In the long term, CB-PTSS might also have negative consequences on child development (Feeley et al., Citation2011; Garthus-Niegel et al., Citation2017; Parfitt et al., Citation2014). To the best of our knowledge, three studies investigated the associations between maternal CB-PTSS and child development, with mixed results (Feeley et al., Citation2011; Garthus-Niegel et al., Citation2017; Parfitt et al., Citation2014) and with only one study exploring infant development at six months (Feeley et al., Citation2011). When measured prospectively, CB-PTSS assessed at eight weeks and five months postpartum was associated with poorer negative social development outcomes at 24 months postpartum, especially for boys (Garthus-Niegel et al., Citation2017), and lower cognitive outcomes at 17 months postpartum (Parfitt et al., Citation2014), respectively. However, in a cross-sectional analysis, maternal CB-PTSS was not associated with infant development at six months postpartum (Feeley et al., Citation2011). Differences in the methodology of these studies (i.e., use of various self-report questionnaires, distinct time points of data collection, and different sample sizes) might contribute to these mixed results. In the study by Garthus-Niegel et al. (Citation2017), a maternal self-report questionnaire was used to measure child development at two years, while Feeley et al. (Citation2011) and Parfitt et al. (Citation2014) used Bayley Scales of Infant Development III (i.e., a clinician-administered standardised observational assessment) to measure child development at six months and 17 months, respectively. Moreover, participants in the study by Feeley et al. were very low birthweight infants who had been hospitalised in a neonatal intensive care unit (Feeley et al., Citation2011). Given the inconsistent results concerning the associations between CB-PTSS and mother-infant bonding and infant development, as well as the recent introduction of the GS and BRS distinction, more research is needed.
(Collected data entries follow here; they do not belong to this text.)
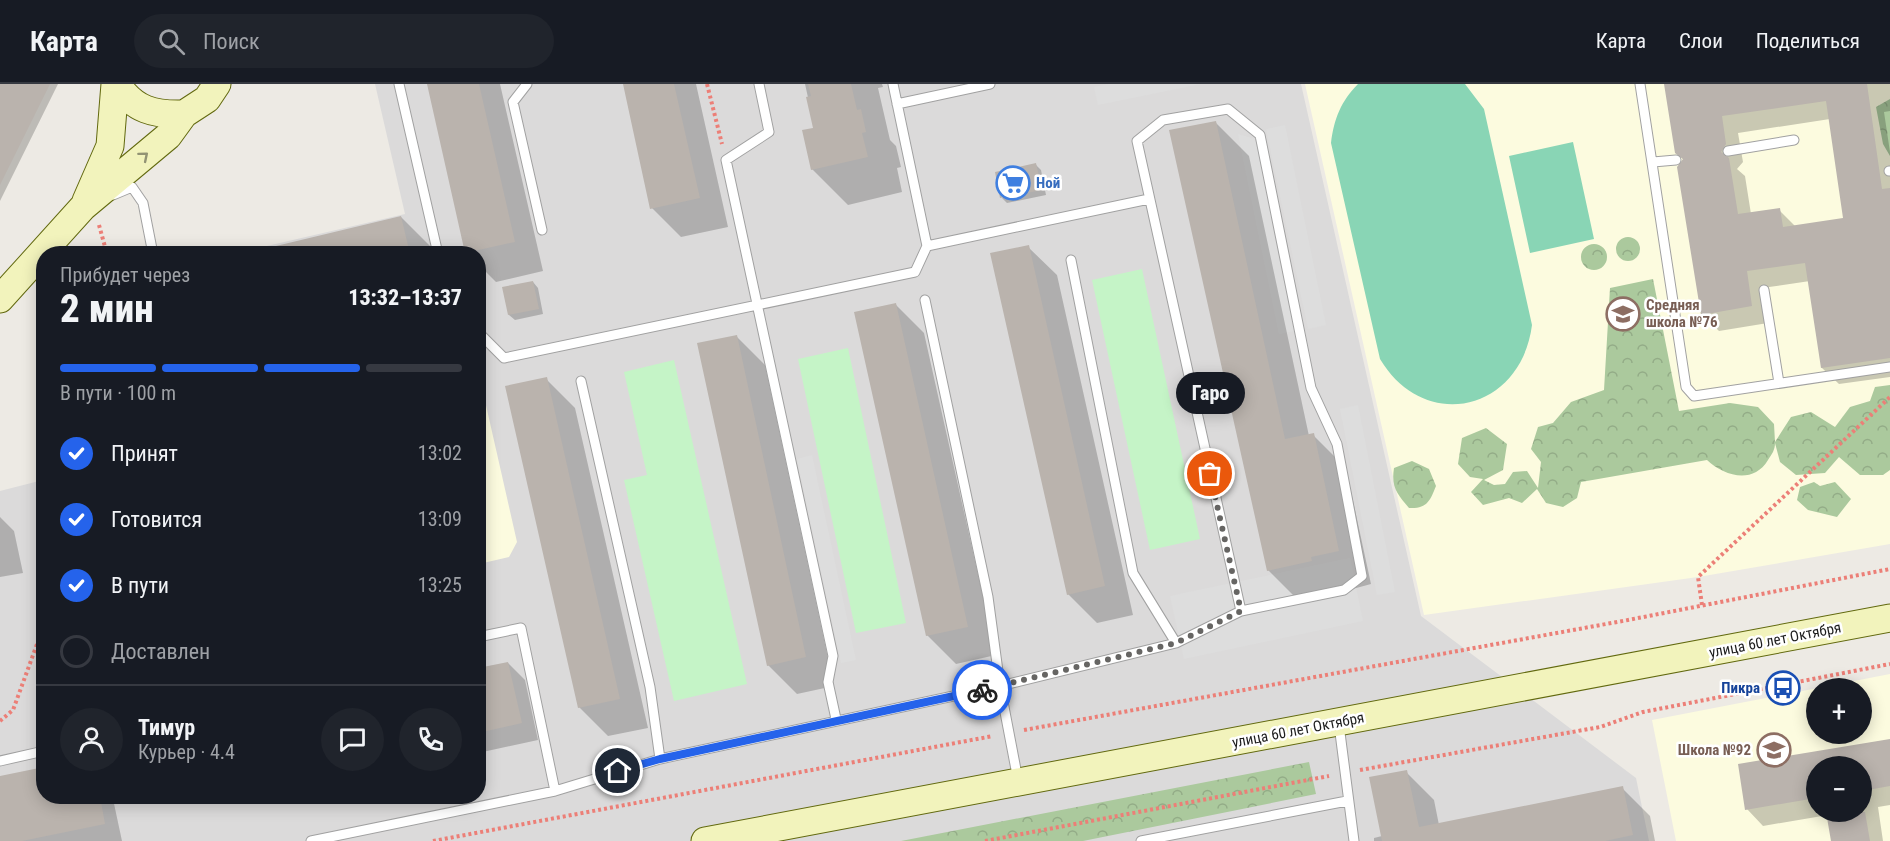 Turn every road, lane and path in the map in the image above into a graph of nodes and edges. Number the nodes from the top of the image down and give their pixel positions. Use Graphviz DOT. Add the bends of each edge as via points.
graph roads {
  1 [pos="116,84"];
  2 [pos="218,84"];
  3 [pos="399,84"];
  4 [pos="527,84"];
  5 [pos="707,84"];
  6 [pos="759,84"];
  7 [pos="893,84"];
  8 [pos="990,84"];
  9 [pos="1640,84"];
  10 [pos="897,104"];
  11 [pos="184,114"];
  12 [pos="1794,140"];
  13 [pos="1728,151"];
  14 [pos="726,160"];
  15 [pos="1676,160"];
  16 [pos="1653,162"];
  17 [pos="1149,199"];
  18 [pos="90,213"];
  19 [pos="542,230"];
  20 [pos="55,246"];
  21 [pos="104,246"];
  22 [pos="151,246"];
  23 [pos="436,246"];
  24 [pos="927,246"];
  25 [pos="1071,260"];
  26 [pos="36,265"];
  27 [pos="1764,290"];
  28 [pos="0,299"];
  29 [pos="925,300"];
  30 [pos="755,305"];
  31 [pos="486,340"];
  32 [pos="1890,367"];
  33 [pos="581,381"];
  34 [pos="1779,383"];
  35 [pos="1890,397"];
  36 [pos="1890,569"];
  37 [pos="1702,605"];
  38 [pos="1241,611"];
  39 [pos="1890,618"];
  40 [pos="486,635"];
  41 [pos="1176,643"];
  42 [pos="36,647"];
  43 [pos="1890,664"];
  44 [pos="1000,686"];
  45 [pos="836,719"];
  46 [pos="0,721"];
  47 [pos="1338,723"];
  48 [pos="1009,733"];
  49 [pos="36,753"];
  50 [pos="660,759"];
  51 [pos="0,761"];
  52 [pos="1346,773"];
  53 [pos="1019,783"];
  54 [pos="555,791"];
  55 [pos="1347,801"];
  56 [pos="311,841"];
  57 [pos="433,841"];
  58 [pos="705,841"];
  59 [pos="985,841"];
  60 [pos="1141,841"];
  61 [pos="1354,841"];
  1 -- 11 [label="main road" via="140,108 158,114"];
  1 -- 18 [label="main road" via="110,146"];
  2 -- 11 [label="main road" via="207,99"];
  3 -- 23 [label="lane"];
  4 -- 19 [label="lane" via="513,102"];
  5 -- 14 [label="path"];
  6 -- 14 [label="lane" via="769,132"];
  7 -- 10 [label="lane"];
  8 -- 10 [label="lane"];
  9 -- 16 [label="lane"];
  10 -- 24 [label="lane"];
  18 -- 11 [label="main road, one-way" via="168,136"];
  12 -- 13 [label="lane"];
  14 -- 30 [label="lane"];
  15 -- 16 [label="lane"];
  16 -- 34 [label="lane" via="1686,387 1694,396"];
  17 -- 24 [label="lane"];
  17 -- 38 [label="lane"];
  17 -- 38 [label="lane" via="1137,141 1163,120 1228,109 1260,135 1311,388 1337,444 1362,576 1344,590"];
  18 -- 20 [label="main road"];
  18 -- 21 [label="path"];
  18 -- 22 [label="lane" via="132,187 143,203"];
  24 -- 30 [label="lane" via="915,272"];
  25 -- 41 [label="lane" via="1133,573"];
  26 -- 28 [label="main road"];
  27 -- 34 [label="lane"];
  29 -- 44 [label="lane" via="988,597"];
  30 -- 31 [label="lane" via="504,358"];
  30 -- 45 [label="lane" via="833,656 828,682"];
  32 -- 34 [label="lane"];
  33 -- 50 [label="lane" via="650,687"];
  35 -- 37 [label="path" via="1698,577"];
  36 -- 37 [label="path"];
  37 -- 48 [label="path"];
  38 -- 41 [label="lane"];
  39 -- 47 [label="main road, улица 60 лет Октября"];
  40 -- 54 [label="lane" via="521,628"];
  41 -- 44 [label="lane"];
  42 -- 46 [label="path" via="13,710"];
  43 -- 52 [label="path" via="1643,712 1600,727"];
  44 -- 45 [label="lane"];
  44 -- 48 [label="lane"];
  45 -- 50 [label="lane"];
  47 -- 52 [label="lane"];
  47 -- 53 [label="main road, улица 60 лет Октября"];
  48 -- 53 [label="lane"];
  48 -- 57 [label="path"];
  49 -- 51 [label="lane"];
  50 -- 54 [label="lane"];
  52 -- 55 [label="lane"];
  52 -- 59 [label="path"];
  53 -- 58 [label="main road, улица 60 лет Октября"];
  54 -- 56 [label="lane"];
  55 -- 60 [label="lane"];
  55 -- 61 [label="lane"];
}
This study aimed to investigate the prospective and cross-sectional associations between 1) maternal CB-PTSS and mother-infant bonding and 2) maternal CB-PTSS and infant development. We hypothesised higher maternal CB-PTSS would be associated with poorer mother-infant bonding and a lower score of infant development. Furthermore, we explored the role of covariates on mother-infant bonding and on infant development. For the bonding outcome, the potential covariates we identified by a systematic search of the literature were depression symptoms (Suetsugu et al., Citation2020; Taylor et al., Citation2005; Tichelman et al., Citation2019), anxiety symptoms (Davies et al., Citation2008; Handelzalts et al., Citation2021; Stuijfzand et al., Citation2020), parity (Yoshida et al., Citation2020), infant temperament (Nolvi et al., Citation2016; Takács et al., Citation2020), and history of trauma (Seng et al., Citation2013). For infant temperament, based on previous research (Nolvi et al., Citation2016; Takács et al., Citation2020), we considered positive temperament and negative temperament as potential covariates for bonding. For infant developmental outcome, the potential covariates we identified from the literature were maternal symptoms of depression (Aoyagi & Tsuchiya, Citation2019; Garthus-Niegel et al., Citation2017; Parfitt et al., Citation2014), maternal symptoms of anxiety (Parfitt et al., Citation2014), sex of the infants (Garthus-Niegel et al., Citation2017), and Apgar score at 5 minutes, which is a predictor to measure the infant development in the long term (Moster et al., Citation2002; Razaz et al., Citation2019).

Methods

Participants

This study is a secondary analysis of data from the control group of a randomised controlled trial, the Swiss TrAumatic biRth Trial (START) (NCT 03576586) (Sandoz et al., Citation2019). START aimed to test the efficacy of an early brief behavioural intervention including a visuospatial task to prevent maternal CB-PTSS. Recruitment occurred at two Swiss university hospitals at ≤ six hours postpartum. In our study, two time points were used: six weeks postpartum (T1), and six months postpartum (T2). At the time of study conception, no comparable previous research existed that would have allowed us to compute the sample size based on their effect size. However, we aimed for our sample size to be comparable to other relevant studies (Feeley et al., Citation2011; Parfitt et al., Citation2014). The current study included 55 mother-infant dyads from the START control group. To be eligible for the current study, mothers had to be ≥18 years old who had an emergency caesarean section as well as a fluent French speaking level, and had to have given birth to a healthy infant at ≥37 weeks of gestation who was aged approximately six months at the time of assessment.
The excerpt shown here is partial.